1. Context refers to the local and immediate surroundings within which cultural members make choices.

2. Mainstream and/or dominant ideology refers to Western (Euro-centered) understandings of what it means to be healthy, and how one should communicate about health and well-being. It alludes to the bio-medical model of health, where the focus is on the individual and how responsibility for one's health rests solely on the individual.

3. Kolkata is the capital city of the state of West Bengal in India. Bengali is the mother tongue of people who live in this state. People of the state are called Bengalis and the culture specific to the people in this state is (in generalized terms) referred to as Bengali culture.

4. Culture refers to the webs of local meanings that individuals and groups create through communication. Structures refer to resources, institutional forces that influence communication, health, and living contexts. Agency refers to the capacity of human beings to engage with structures that encompass their lives, to make meanings through this engagement, scripting texts of engagement with structures, living within these structures, and, at the same time, creating discursive openings to transform those structures (CitationDutta, 2008).

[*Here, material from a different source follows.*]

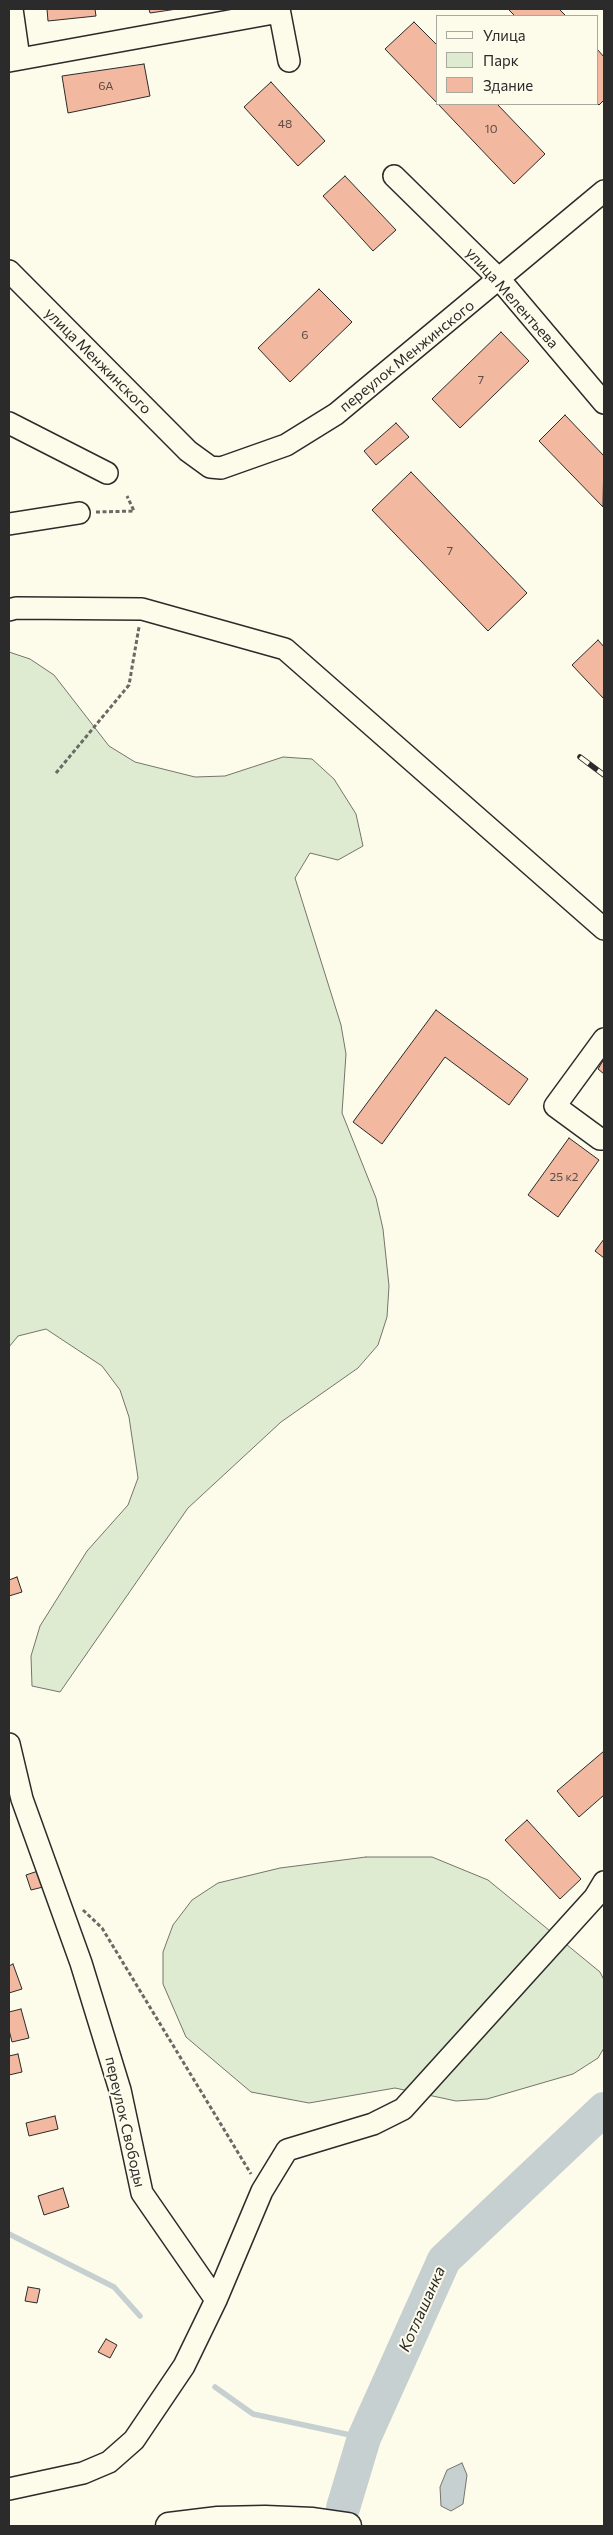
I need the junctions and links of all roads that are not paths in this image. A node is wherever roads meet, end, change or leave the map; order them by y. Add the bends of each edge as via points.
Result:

5. The culture-centered approach posits that health is communicated at the interstices of culture, structure and agency.

6. The DMSC is a sex-worker's union in Sonagachi, a red-light district in north Kolkata. The DMSC is in charge of running a HIV/AIDS program in the Sonagachi community and in other brothel-based sex worker communities in the state of West Bengal. DMSC also fights for sex workers rights across the country.

7. Localocentricity refers to a focus on communicative patterns that are local to a culture.

8. Instances exist of expert-driven health promotion efforts that are designed with marginalized communities. Notable in this context is the Sonagachi HIV/AIDS Intervention Programme (SHIP) initiated by a public health expert Dr. Samarjit Jana.

9. Goddess Kali, in Hinduism, symbolizes power or shakti.

10. Babus, in Bengali, refer to the regular clients of sex workers. They are also husbands (both official and unofficial) and live-in partners of sex workers, and often live in the house with the sex worker.

11. Narratives are stories of the self; they are stories that convey understandings of how individuals and collectives understand their culture, prevailing structures, and contextual modes of living (CitationDutta, 2008).

12. Names of research participants have been changed to maintain anonymity and participants mentioned in this paper are sex workers unless otherwise stated.